WORK TO COMPLETE: Output the records below verbatim, minus the pictures.

RECORDS SUPPLIED:
▶
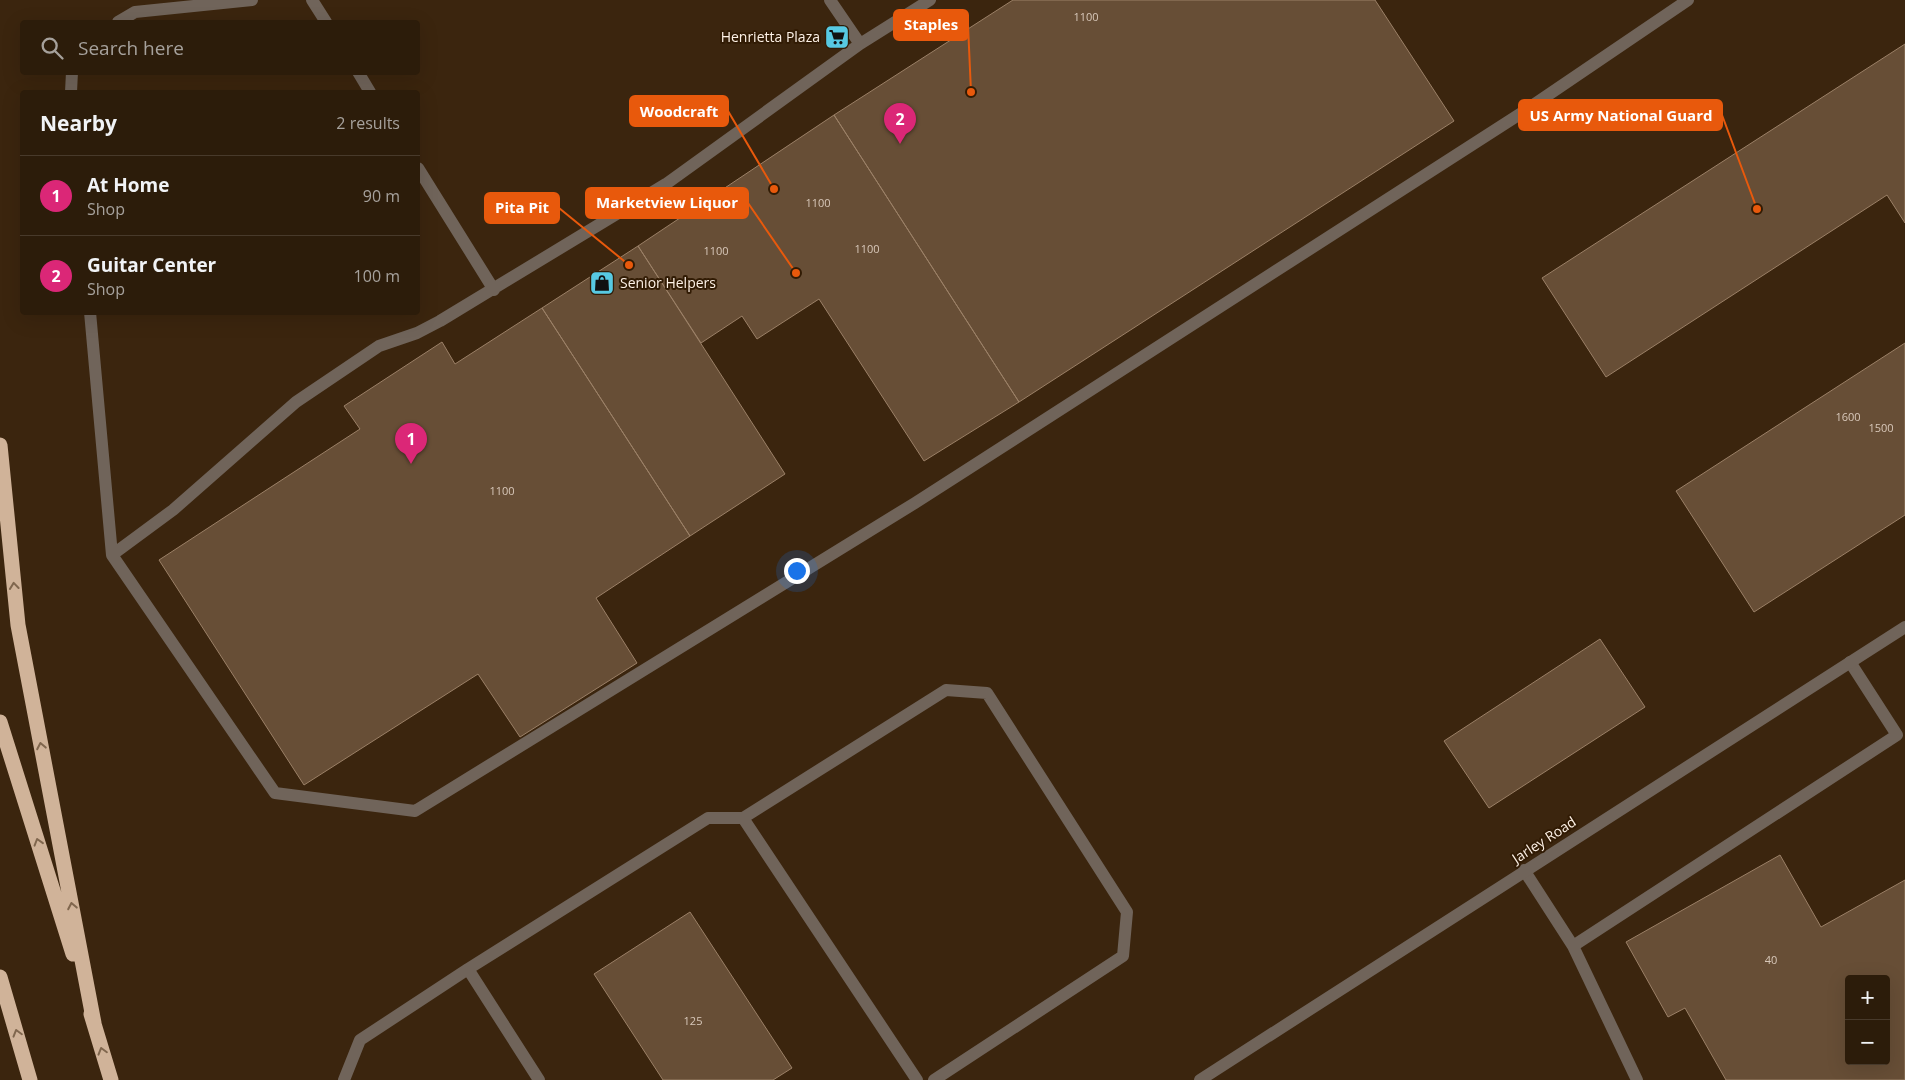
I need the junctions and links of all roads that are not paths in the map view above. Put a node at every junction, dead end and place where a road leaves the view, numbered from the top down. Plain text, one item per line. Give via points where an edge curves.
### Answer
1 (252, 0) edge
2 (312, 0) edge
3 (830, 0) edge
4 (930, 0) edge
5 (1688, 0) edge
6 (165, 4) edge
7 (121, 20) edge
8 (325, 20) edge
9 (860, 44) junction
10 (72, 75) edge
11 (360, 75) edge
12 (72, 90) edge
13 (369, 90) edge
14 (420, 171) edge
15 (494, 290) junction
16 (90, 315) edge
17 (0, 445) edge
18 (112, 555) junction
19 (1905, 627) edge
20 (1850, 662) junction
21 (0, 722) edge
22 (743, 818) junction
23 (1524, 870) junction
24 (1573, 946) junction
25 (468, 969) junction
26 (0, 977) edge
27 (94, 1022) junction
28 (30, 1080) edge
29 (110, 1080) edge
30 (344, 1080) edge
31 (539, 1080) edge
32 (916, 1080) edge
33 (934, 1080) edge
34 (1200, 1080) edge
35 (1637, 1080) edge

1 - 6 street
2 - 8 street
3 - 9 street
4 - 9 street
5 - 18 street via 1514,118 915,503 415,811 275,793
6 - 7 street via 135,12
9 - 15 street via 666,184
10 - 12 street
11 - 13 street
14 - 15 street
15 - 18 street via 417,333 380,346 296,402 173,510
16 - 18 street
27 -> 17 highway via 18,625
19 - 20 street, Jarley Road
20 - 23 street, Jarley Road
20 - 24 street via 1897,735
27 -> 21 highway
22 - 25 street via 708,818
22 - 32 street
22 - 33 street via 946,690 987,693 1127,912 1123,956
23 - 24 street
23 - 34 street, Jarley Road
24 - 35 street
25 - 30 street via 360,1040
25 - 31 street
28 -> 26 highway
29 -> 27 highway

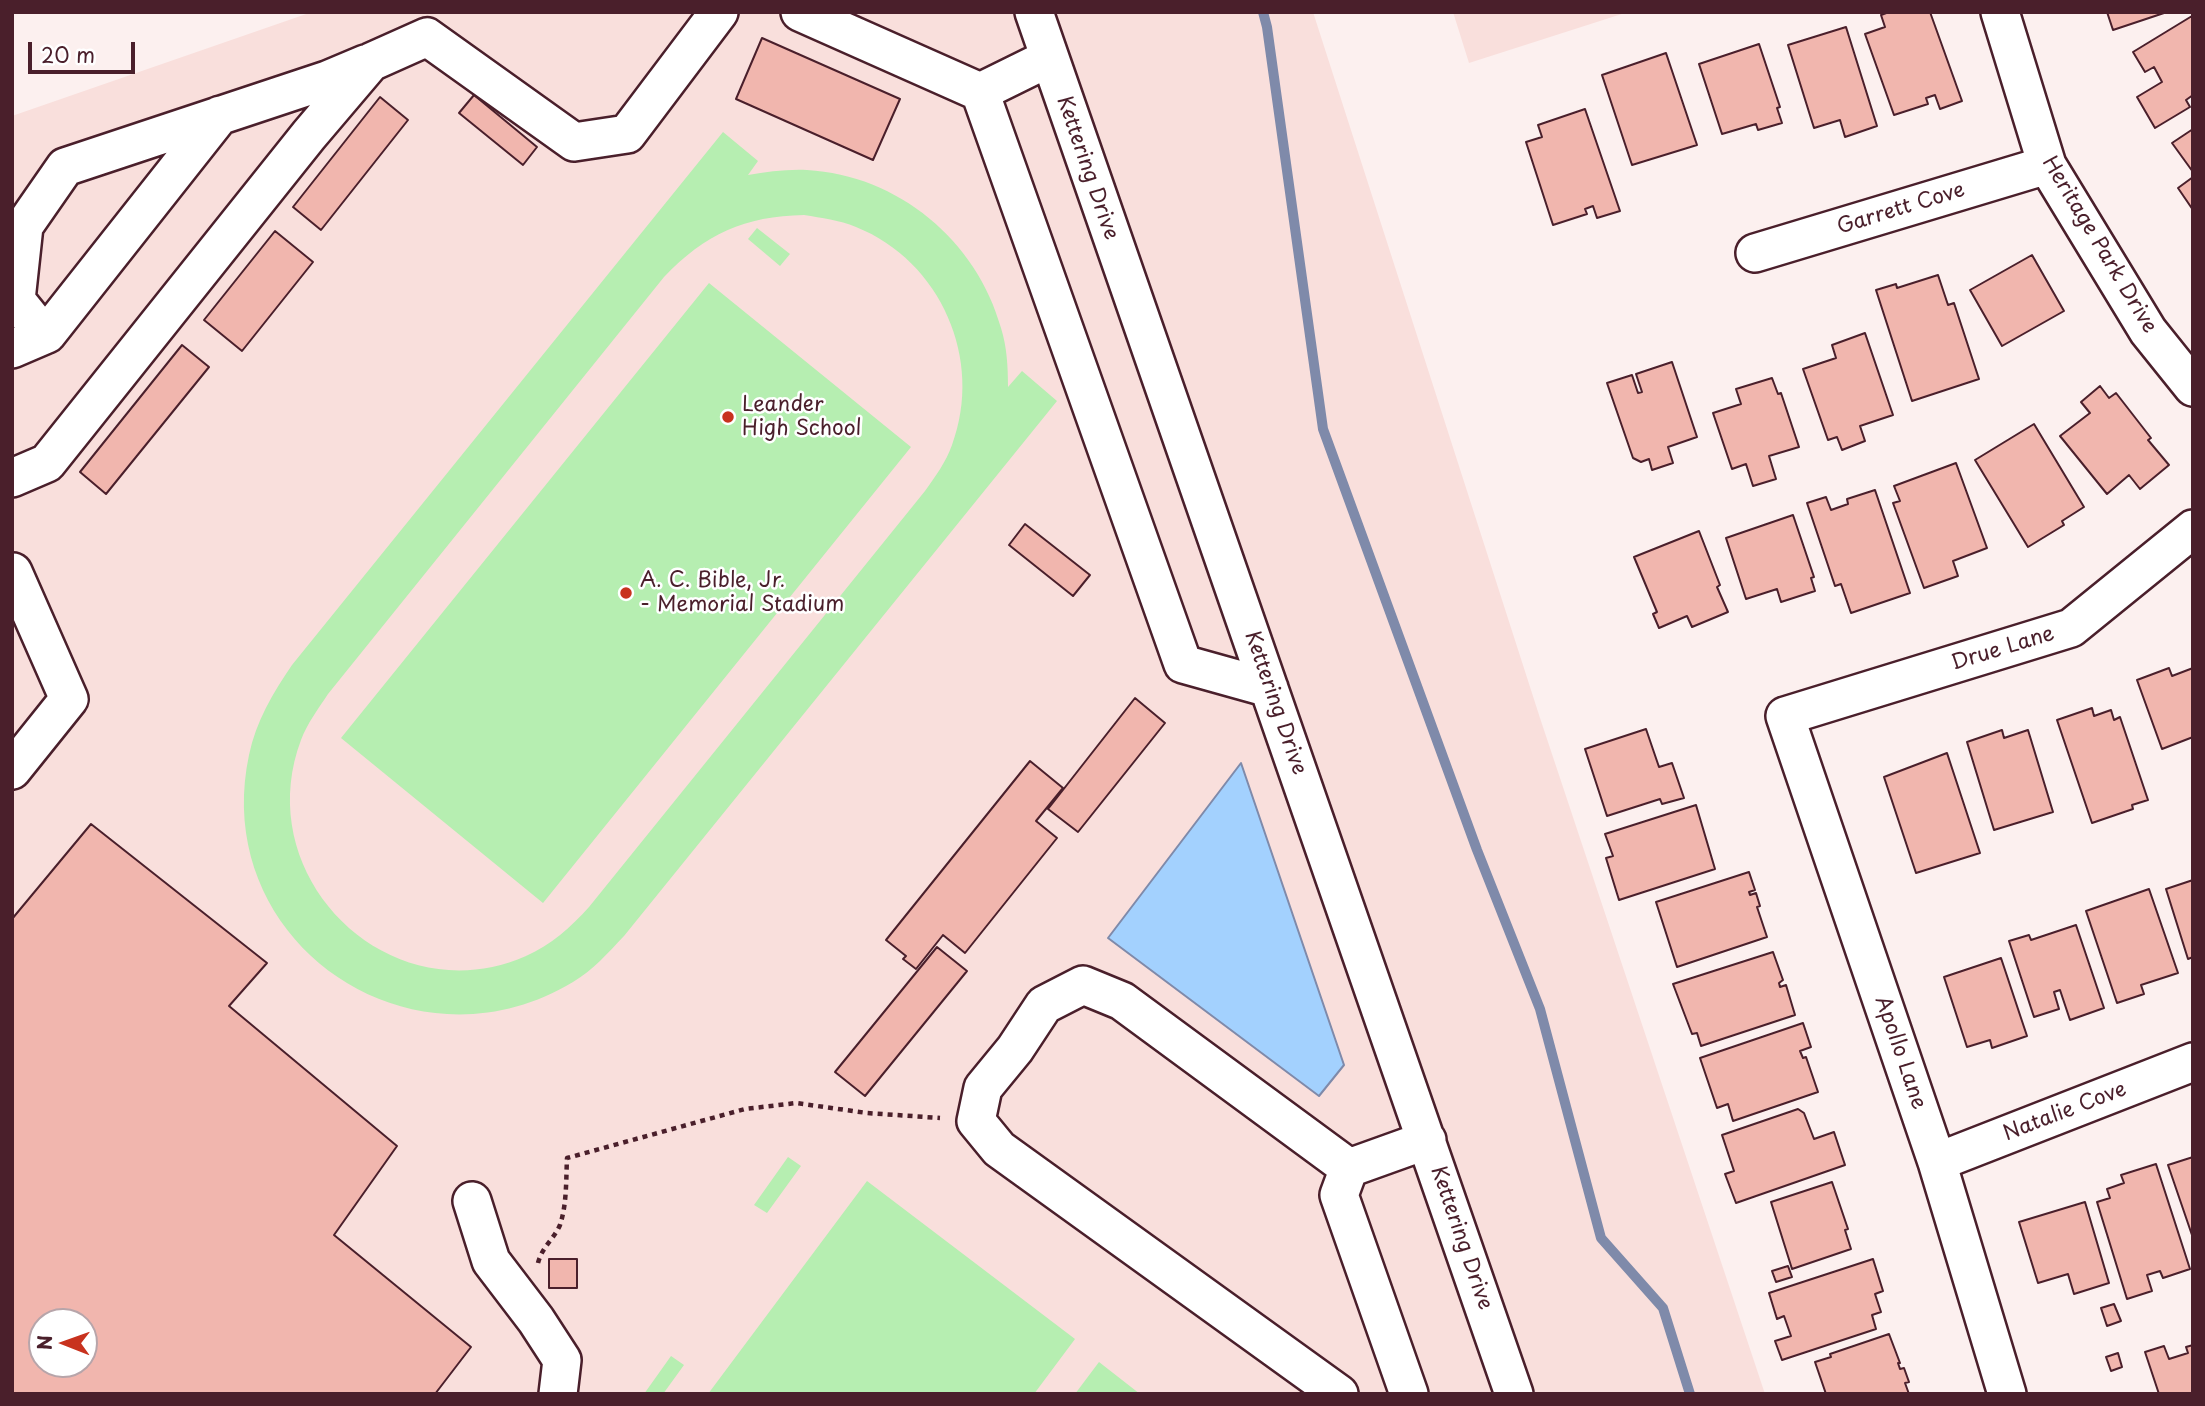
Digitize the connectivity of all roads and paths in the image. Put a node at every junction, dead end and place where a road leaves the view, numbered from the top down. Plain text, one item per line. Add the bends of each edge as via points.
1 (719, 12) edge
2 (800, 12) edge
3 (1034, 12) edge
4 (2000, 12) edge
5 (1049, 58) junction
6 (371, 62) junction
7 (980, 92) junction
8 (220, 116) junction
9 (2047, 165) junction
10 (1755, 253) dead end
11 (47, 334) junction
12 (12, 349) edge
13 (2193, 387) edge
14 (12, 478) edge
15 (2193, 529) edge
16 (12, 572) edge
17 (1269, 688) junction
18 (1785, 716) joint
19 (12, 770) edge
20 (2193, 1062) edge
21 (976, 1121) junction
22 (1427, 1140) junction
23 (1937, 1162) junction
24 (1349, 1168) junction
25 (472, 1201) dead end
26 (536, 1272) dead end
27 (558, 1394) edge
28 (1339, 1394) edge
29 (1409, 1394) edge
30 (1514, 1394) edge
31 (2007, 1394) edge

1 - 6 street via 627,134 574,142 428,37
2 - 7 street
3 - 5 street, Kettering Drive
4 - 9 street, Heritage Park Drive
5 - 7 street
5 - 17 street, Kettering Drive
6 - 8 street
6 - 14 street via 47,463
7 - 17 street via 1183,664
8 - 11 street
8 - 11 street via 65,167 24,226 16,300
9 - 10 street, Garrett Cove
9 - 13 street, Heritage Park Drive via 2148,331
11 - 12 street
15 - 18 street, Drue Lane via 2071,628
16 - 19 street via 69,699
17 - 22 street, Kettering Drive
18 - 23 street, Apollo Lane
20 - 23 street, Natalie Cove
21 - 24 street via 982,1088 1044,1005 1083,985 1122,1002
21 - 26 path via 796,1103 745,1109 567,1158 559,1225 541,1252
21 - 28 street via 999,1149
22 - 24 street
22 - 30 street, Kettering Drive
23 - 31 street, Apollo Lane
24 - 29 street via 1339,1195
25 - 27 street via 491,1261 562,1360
◀
ANSWER SPACE:
I need the junctions and links of all roads that are not paths in the map view above. Put a node at every junction, dead end and place where a road leaves the view, numbered from the top down. Plain text, one item per line. Give via points where an edge curves.
### Answer
1 (252, 0) edge
2 (312, 0) edge
3 (830, 0) edge
4 (930, 0) edge
5 (1688, 0) edge
6 (165, 4) edge
7 (121, 20) edge
8 (325, 20) edge
9 (860, 44) junction
10 (72, 75) edge
11 (360, 75) edge
12 (72, 90) edge
13 (369, 90) edge
14 (420, 171) edge
15 (494, 290) junction
16 (90, 315) edge
17 (0, 445) edge
18 (112, 555) junction
19 (1905, 627) edge
20 (1850, 662) junction
21 (0, 722) edge
22 (743, 818) junction
23 (1524, 870) junction
24 (1573, 946) junction
25 (468, 969) junction
26 (0, 977) edge
27 (94, 1022) junction
28 (30, 1080) edge
29 (110, 1080) edge
30 (344, 1080) edge
31 (539, 1080) edge
32 (916, 1080) edge
33 (934, 1080) edge
34 (1200, 1080) edge
35 (1637, 1080) edge

1 - 6 street
2 - 8 street
3 - 9 street
4 - 9 street
5 - 18 street via 1514,118 915,503 415,811 275,793
6 - 7 street via 135,12
9 - 15 street via 666,184
10 - 12 street
11 - 13 street
14 - 15 street
15 - 18 street via 417,333 380,346 296,402 173,510
16 - 18 street
27 -> 17 highway via 18,625
19 - 20 street, Jarley Road
20 - 23 street, Jarley Road
20 - 24 street via 1897,735
27 -> 21 highway
22 - 25 street via 708,818
22 - 32 street
22 - 33 street via 946,690 987,693 1127,912 1123,956
23 - 24 street
23 - 34 street, Jarley Road
24 - 35 street
25 - 30 street via 360,1040
25 - 31 street
28 -> 26 highway
29 -> 27 highway

Digitize the connectivity of all roads and paths in the image. Put a node at every junction, dead end and place where a road leaves the view, numbered from the top down. Plain text, one item per line. Add the bends of each edge as via points.
1 (719, 12) edge
2 (800, 12) edge
3 (1034, 12) edge
4 (2000, 12) edge
5 (1049, 58) junction
6 (371, 62) junction
7 (980, 92) junction
8 (220, 116) junction
9 (2047, 165) junction
10 (1755, 253) dead end
11 (47, 334) junction
12 (12, 349) edge
13 (2193, 387) edge
14 (12, 478) edge
15 (2193, 529) edge
16 (12, 572) edge
17 (1269, 688) junction
18 (1785, 716) joint
19 (12, 770) edge
20 (2193, 1062) edge
21 (976, 1121) junction
22 (1427, 1140) junction
23 (1937, 1162) junction
24 (1349, 1168) junction
25 (472, 1201) dead end
26 (536, 1272) dead end
27 (558, 1394) edge
28 (1339, 1394) edge
29 (1409, 1394) edge
30 (1514, 1394) edge
31 (2007, 1394) edge

1 - 6 street via 627,134 574,142 428,37
2 - 7 street
3 - 5 street, Kettering Drive
4 - 9 street, Heritage Park Drive
5 - 7 street
5 - 17 street, Kettering Drive
6 - 8 street
6 - 14 street via 47,463
7 - 17 street via 1183,664
8 - 11 street
8 - 11 street via 65,167 24,226 16,300
9 - 10 street, Garrett Cove
9 - 13 street, Heritage Park Drive via 2148,331
11 - 12 street
15 - 18 street, Drue Lane via 2071,628
16 - 19 street via 69,699
17 - 22 street, Kettering Drive
18 - 23 street, Apollo Lane
20 - 23 street, Natalie Cove
21 - 24 street via 982,1088 1044,1005 1083,985 1122,1002
21 - 26 path via 796,1103 745,1109 567,1158 559,1225 541,1252
21 - 28 street via 999,1149
22 - 24 street
22 - 30 street, Kettering Drive
23 - 31 street, Apollo Lane
24 - 29 street via 1339,1195
25 - 27 street via 491,1261 562,1360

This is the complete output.